Ordered by the court that appellant shall be released on the following conditions pending the resolution of his appeal:


1. Appellant shall appear in the District Court and sign an unsecured appearance bond in the amount of $500.


2. Appellant shall be accompanied at this execution by Miss Jane Comerford, of the Offender Rehabilitation Project, who is to supervise appellant while he is released on bail pending appeal by regularly checking with appellant's employer and his residence head. Miss Comerford is to report monthly to the District Court concerning appellant's behavior on release. She is to immediately notify the District Court of any matters which come to her attention during her supervision of appellant which may adversely affect his continued release on bail.

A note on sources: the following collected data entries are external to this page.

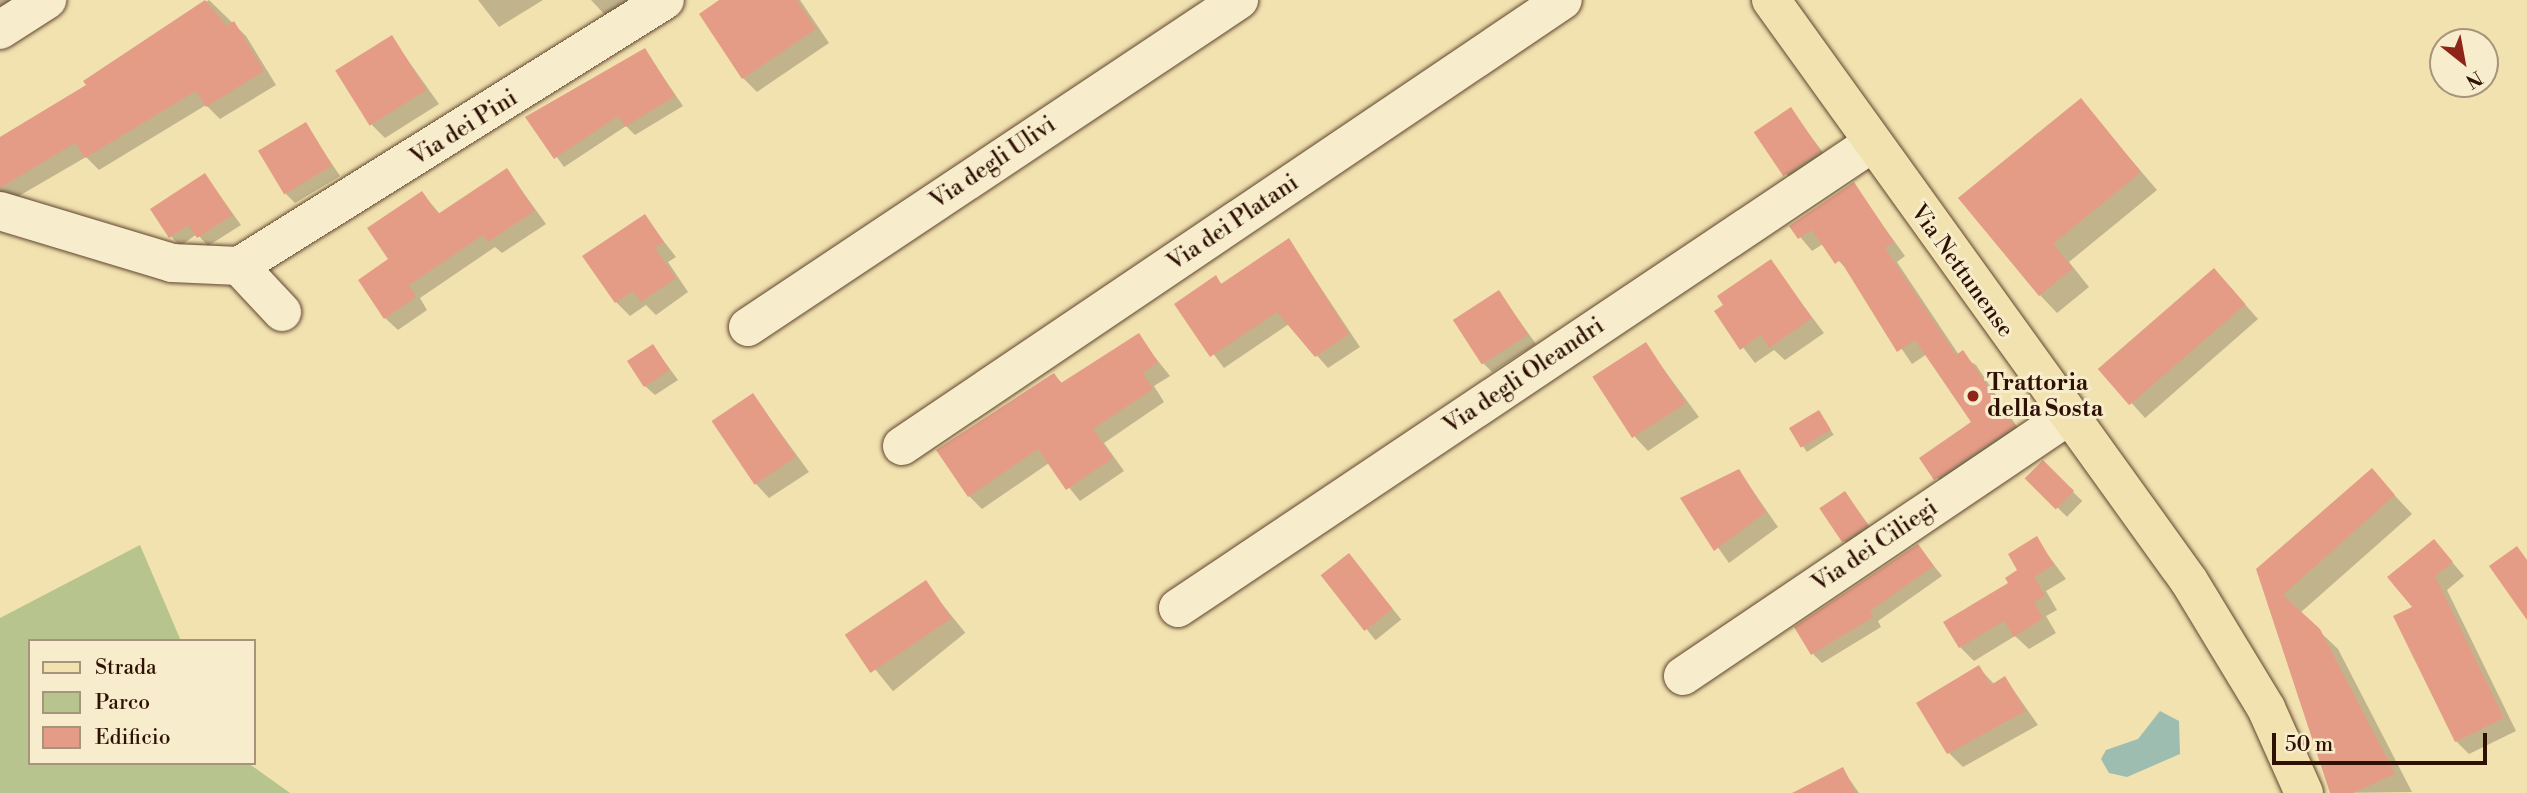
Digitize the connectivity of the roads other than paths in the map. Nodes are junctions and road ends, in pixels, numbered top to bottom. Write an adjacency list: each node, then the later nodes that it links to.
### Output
1 (47, 0): 6 (street)
2 (665, 0): 9 (street, Via dei Pini)
3 (1239, 0): 11 (street, Via degli Ulivi)
4 (1563, 0): 13 (street, Via dei Platani)
5 (1771, 0): 7 (main road, Via Nettunense)
6 (0, 30)
7 (1871, 144): 12 (main road, Via Nettunense); 14 (street, Via degli Oleandri)
8 (0, 211): 9 (street)
9 (240, 263): 10 (street)
10 (282, 312)
11 (748, 327)
12 (2067, 417): 15 (street, Via dei Ciliegi); 16 (main road, Via Nettunense)
13 (902, 446)
14 (1178, 608)
15 (1683, 676)
16 (2304, 793)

3. Upon release, appellant is to obtain employment. Continued employment is a condition of his release. Miss Comerford is directed to inform appellant's employer that he is to notify Miss Comerford if appellant fails at any time to report for work as scheduled.


4. Appellant is to reside at Shaw Residence, 1770 Park Road, N.W. Mr. Gilbert Brown of Shaw Residence is to immediately notify Miss Comerford if appellant fails to return before curfew. A condition of release is continued residence at Shaw and full compliance with its curfew and other rules.


5. Appellant shall not leave the Washington Metropolitan area without the permission of the District Court.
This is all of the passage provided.